**Task item**: Please give the data again exactly, with no line dropped.

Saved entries
::::::::::
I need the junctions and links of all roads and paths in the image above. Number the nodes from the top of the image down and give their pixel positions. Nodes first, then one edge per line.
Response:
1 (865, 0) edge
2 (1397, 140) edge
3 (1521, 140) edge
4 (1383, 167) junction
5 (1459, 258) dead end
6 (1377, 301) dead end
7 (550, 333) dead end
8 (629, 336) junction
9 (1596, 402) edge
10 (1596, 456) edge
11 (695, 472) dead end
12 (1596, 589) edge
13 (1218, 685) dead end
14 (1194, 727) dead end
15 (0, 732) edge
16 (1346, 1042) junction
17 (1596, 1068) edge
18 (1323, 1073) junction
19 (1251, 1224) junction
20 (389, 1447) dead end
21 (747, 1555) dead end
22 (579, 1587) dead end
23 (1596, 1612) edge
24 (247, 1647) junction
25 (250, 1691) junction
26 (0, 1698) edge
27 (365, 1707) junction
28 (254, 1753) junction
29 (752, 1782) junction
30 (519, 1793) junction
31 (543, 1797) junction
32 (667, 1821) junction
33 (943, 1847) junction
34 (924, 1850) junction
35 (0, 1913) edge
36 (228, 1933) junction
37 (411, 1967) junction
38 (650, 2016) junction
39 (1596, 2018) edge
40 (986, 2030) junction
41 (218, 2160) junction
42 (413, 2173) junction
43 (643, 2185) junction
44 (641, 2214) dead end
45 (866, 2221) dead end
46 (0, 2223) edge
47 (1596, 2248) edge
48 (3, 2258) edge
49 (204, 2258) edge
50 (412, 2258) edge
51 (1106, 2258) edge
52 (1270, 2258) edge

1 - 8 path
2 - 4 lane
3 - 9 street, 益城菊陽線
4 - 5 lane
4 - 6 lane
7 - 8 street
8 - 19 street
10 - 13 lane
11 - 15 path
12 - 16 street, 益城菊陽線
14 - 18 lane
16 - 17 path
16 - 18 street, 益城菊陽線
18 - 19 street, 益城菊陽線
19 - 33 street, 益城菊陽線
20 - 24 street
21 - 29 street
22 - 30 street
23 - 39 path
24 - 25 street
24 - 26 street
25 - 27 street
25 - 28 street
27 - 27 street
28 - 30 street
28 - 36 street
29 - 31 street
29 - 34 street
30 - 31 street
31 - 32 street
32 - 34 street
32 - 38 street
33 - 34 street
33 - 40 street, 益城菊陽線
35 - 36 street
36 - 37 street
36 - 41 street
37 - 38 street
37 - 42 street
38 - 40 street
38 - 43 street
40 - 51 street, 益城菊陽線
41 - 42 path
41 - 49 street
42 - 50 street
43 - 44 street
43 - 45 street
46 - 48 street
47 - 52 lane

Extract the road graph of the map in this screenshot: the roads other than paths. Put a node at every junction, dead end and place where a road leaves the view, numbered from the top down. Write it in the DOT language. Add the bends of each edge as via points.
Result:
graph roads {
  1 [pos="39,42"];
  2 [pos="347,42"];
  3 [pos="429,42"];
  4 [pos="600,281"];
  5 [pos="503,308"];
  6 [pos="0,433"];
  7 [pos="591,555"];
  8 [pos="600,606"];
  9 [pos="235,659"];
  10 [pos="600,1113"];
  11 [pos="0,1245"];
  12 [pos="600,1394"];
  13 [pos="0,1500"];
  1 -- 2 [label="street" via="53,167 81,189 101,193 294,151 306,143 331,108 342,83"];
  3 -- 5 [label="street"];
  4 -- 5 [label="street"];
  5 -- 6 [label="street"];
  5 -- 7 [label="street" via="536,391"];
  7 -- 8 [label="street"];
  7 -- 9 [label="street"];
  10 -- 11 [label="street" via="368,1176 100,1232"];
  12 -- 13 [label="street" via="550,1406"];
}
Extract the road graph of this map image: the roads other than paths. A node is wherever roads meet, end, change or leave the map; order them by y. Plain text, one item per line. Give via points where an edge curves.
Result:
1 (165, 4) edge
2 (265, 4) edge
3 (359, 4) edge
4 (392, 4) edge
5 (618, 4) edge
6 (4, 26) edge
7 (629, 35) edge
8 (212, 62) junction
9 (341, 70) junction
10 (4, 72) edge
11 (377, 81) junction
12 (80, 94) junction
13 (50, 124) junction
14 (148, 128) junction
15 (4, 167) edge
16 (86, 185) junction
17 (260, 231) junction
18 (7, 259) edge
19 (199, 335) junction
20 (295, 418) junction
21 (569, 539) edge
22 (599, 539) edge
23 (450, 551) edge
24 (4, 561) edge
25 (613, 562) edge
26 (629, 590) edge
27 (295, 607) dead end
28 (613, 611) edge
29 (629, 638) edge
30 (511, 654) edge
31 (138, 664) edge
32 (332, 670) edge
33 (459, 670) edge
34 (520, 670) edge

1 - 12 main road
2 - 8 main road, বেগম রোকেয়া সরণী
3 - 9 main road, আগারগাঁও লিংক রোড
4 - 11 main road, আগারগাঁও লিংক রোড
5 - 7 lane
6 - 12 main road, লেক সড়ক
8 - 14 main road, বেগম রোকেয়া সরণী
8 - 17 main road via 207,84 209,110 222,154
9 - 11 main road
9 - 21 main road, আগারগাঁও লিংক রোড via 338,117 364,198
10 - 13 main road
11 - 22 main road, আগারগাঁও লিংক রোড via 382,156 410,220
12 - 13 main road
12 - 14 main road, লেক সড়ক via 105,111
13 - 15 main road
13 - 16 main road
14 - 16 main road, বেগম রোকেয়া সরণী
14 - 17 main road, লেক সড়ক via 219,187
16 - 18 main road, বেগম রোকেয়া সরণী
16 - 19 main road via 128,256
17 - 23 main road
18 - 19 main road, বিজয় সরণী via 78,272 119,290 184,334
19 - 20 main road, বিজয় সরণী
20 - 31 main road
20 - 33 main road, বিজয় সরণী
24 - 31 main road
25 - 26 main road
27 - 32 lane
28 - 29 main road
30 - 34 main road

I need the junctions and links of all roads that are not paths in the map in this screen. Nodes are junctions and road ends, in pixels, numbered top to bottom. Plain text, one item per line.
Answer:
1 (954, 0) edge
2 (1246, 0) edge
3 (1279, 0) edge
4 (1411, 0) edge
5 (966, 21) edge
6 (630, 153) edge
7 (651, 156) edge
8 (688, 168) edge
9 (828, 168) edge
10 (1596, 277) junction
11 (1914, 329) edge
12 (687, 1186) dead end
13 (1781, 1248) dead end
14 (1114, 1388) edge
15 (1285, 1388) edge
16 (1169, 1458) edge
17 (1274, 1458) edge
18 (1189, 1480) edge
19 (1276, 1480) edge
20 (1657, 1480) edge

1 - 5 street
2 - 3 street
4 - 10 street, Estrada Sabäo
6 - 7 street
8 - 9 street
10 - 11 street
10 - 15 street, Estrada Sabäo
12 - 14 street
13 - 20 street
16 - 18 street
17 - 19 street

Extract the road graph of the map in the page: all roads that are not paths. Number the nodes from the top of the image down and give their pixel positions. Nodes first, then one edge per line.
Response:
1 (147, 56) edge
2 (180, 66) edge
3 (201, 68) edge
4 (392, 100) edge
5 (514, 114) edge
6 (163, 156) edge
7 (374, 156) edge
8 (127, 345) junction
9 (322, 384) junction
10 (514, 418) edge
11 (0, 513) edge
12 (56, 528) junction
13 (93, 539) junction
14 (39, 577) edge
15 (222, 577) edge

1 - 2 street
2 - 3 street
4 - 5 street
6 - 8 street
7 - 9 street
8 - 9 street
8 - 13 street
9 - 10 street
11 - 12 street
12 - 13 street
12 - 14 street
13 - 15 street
::::::::::
**Exercise result**:
I need the junctions and links of all roads and paths in the image above. Number the nodes from the top of the image down and give their pixel positions. Nodes first, then one edge per line.
Response:
1 (865, 0) edge
2 (1397, 140) edge
3 (1521, 140) edge
4 (1383, 167) junction
5 (1459, 258) dead end
6 (1377, 301) dead end
7 (550, 333) dead end
8 (629, 336) junction
9 (1596, 402) edge
10 (1596, 456) edge
11 (695, 472) dead end
12 (1596, 589) edge
13 (1218, 685) dead end
14 (1194, 727) dead end
15 (0, 732) edge
16 (1346, 1042) junction
17 (1596, 1068) edge
18 (1323, 1073) junction
19 (1251, 1224) junction
20 (389, 1447) dead end
21 (747, 1555) dead end
22 (579, 1587) dead end
23 (1596, 1612) edge
24 (247, 1647) junction
25 (250, 1691) junction
26 (0, 1698) edge
27 (365, 1707) junction
28 (254, 1753) junction
29 (752, 1782) junction
30 (519, 1793) junction
31 (543, 1797) junction
32 (667, 1821) junction
33 (943, 1847) junction
34 (924, 1850) junction
35 (0, 1913) edge
36 (228, 1933) junction
37 (411, 1967) junction
38 (650, 2016) junction
39 (1596, 2018) edge
40 (986, 2030) junction
41 (218, 2160) junction
42 (413, 2173) junction
43 (643, 2185) junction
44 (641, 2214) dead end
45 (866, 2221) dead end
46 (0, 2223) edge
47 (1596, 2248) edge
48 (3, 2258) edge
49 (204, 2258) edge
50 (412, 2258) edge
51 (1106, 2258) edge
52 (1270, 2258) edge

1 - 8 path
2 - 4 lane
3 - 9 street, 益城菊陽線
4 - 5 lane
4 - 6 lane
7 - 8 street
8 - 19 street
10 - 13 lane
11 - 15 path
12 - 16 street, 益城菊陽線
14 - 18 lane
16 - 17 path
16 - 18 street, 益城菊陽線
18 - 19 street, 益城菊陽線
19 - 33 street, 益城菊陽線
20 - 24 street
21 - 29 street
22 - 30 street
23 - 39 path
24 - 25 street
24 - 26 street
25 - 27 street
25 - 28 street
27 - 27 street
28 - 30 street
28 - 36 street
29 - 31 street
29 - 34 street
30 - 31 street
31 - 32 street
32 - 34 street
32 - 38 street
33 - 34 street
33 - 40 street, 益城菊陽線
35 - 36 street
36 - 37 street
36 - 41 street
37 - 38 street
37 - 42 street
38 - 40 street
38 - 43 street
40 - 51 street, 益城菊陽線
41 - 42 path
41 - 49 street
42 - 50 street
43 - 44 street
43 - 45 street
46 - 48 street
47 - 52 lane

Extract the road graph of the map in this screenshot: the roads other than paths. Put a node at every junction, dead end and place where a road leaves the view, numbered from the top down. Write it in the DOT language. Add the bends of each edge as via points.
Result:
graph roads {
  1 [pos="39,42"];
  2 [pos="347,42"];
  3 [pos="429,42"];
  4 [pos="600,281"];
  5 [pos="503,308"];
  6 [pos="0,433"];
  7 [pos="591,555"];
  8 [pos="600,606"];
  9 [pos="235,659"];
  10 [pos="600,1113"];
  11 [pos="0,1245"];
  12 [pos="600,1394"];
  13 [pos="0,1500"];
  1 -- 2 [label="street" via="53,167 81,189 101,193 294,151 306,143 331,108 342,83"];
  3 -- 5 [label="street"];
  4 -- 5 [label="street"];
  5 -- 6 [label="street"];
  5 -- 7 [label="street" via="536,391"];
  7 -- 8 [label="street"];
  7 -- 9 [label="street"];
  10 -- 11 [label="street" via="368,1176 100,1232"];
  12 -- 13 [label="street" via="550,1406"];
}
Extract the road graph of this map image: the roads other than paths. A node is wherever roads meet, end, change or leave the map; order them by y. Plain text, one item per line. Give via points where an edge curves.
Result:
1 (165, 4) edge
2 (265, 4) edge
3 (359, 4) edge
4 (392, 4) edge
5 (618, 4) edge
6 (4, 26) edge
7 (629, 35) edge
8 (212, 62) junction
9 (341, 70) junction
10 (4, 72) edge
11 (377, 81) junction
12 (80, 94) junction
13 (50, 124) junction
14 (148, 128) junction
15 (4, 167) edge
16 (86, 185) junction
17 (260, 231) junction
18 (7, 259) edge
19 (199, 335) junction
20 (295, 418) junction
21 (569, 539) edge
22 (599, 539) edge
23 (450, 551) edge
24 (4, 561) edge
25 (613, 562) edge
26 (629, 590) edge
27 (295, 607) dead end
28 (613, 611) edge
29 (629, 638) edge
30 (511, 654) edge
31 (138, 664) edge
32 (332, 670) edge
33 (459, 670) edge
34 (520, 670) edge

1 - 12 main road
2 - 8 main road, বেগম রোকেয়া সরণী
3 - 9 main road, আগারগাঁও লিংক রোড
4 - 11 main road, আগারগাঁও লিংক রোড
5 - 7 lane
6 - 12 main road, লেক সড়ক
8 - 14 main road, বেগম রোকেয়া সরণী
8 - 17 main road via 207,84 209,110 222,154
9 - 11 main road
9 - 21 main road, আগারগাঁও লিংক রোড via 338,117 364,198
10 - 13 main road
11 - 22 main road, আগারগাঁও লিংক রোড via 382,156 410,220
12 - 13 main road
12 - 14 main road, লেক সড়ক via 105,111
13 - 15 main road
13 - 16 main road
14 - 16 main road, বেগম রোকেয়া সরণী
14 - 17 main road, লেক সড়ক via 219,187
16 - 18 main road, বেগম রোকেয়া সরণী
16 - 19 main road via 128,256
17 - 23 main road
18 - 19 main road, বিজয় সরণী via 78,272 119,290 184,334
19 - 20 main road, বিজয় সরণী
20 - 31 main road
20 - 33 main road, বিজয় সরণী
24 - 31 main road
25 - 26 main road
27 - 32 lane
28 - 29 main road
30 - 34 main road

I need the junctions and links of all roads that are not paths in the map in this screen. Nodes are junctions and road ends, in pixels, numbered top to bottom. Plain text, one item per line.
Answer:
1 (954, 0) edge
2 (1246, 0) edge
3 (1279, 0) edge
4 (1411, 0) edge
5 (966, 21) edge
6 (630, 153) edge
7 (651, 156) edge
8 (688, 168) edge
9 (828, 168) edge
10 (1596, 277) junction
11 (1914, 329) edge
12 (687, 1186) dead end
13 (1781, 1248) dead end
14 (1114, 1388) edge
15 (1285, 1388) edge
16 (1169, 1458) edge
17 (1274, 1458) edge
18 (1189, 1480) edge
19 (1276, 1480) edge
20 (1657, 1480) edge

1 - 5 street
2 - 3 street
4 - 10 street, Estrada Sabäo
6 - 7 street
8 - 9 street
10 - 11 street
10 - 15 street, Estrada Sabäo
12 - 14 street
13 - 20 street
16 - 18 street
17 - 19 street

Extract the road graph of the map in the page: all roads that are not paths. Number the nodes from the top of the image down and give their pixel positions. Nodes first, then one edge per line.
Response:
1 (147, 56) edge
2 (180, 66) edge
3 (201, 68) edge
4 (392, 100) edge
5 (514, 114) edge
6 (163, 156) edge
7 (374, 156) edge
8 (127, 345) junction
9 (322, 384) junction
10 (514, 418) edge
11 (0, 513) edge
12 (56, 528) junction
13 (93, 539) junction
14 (39, 577) edge
15 (222, 577) edge

1 - 2 street
2 - 3 street
4 - 5 street
6 - 8 street
7 - 9 street
8 - 9 street
8 - 13 street
9 - 10 street
11 - 12 street
12 - 13 street
12 - 14 street
13 - 15 street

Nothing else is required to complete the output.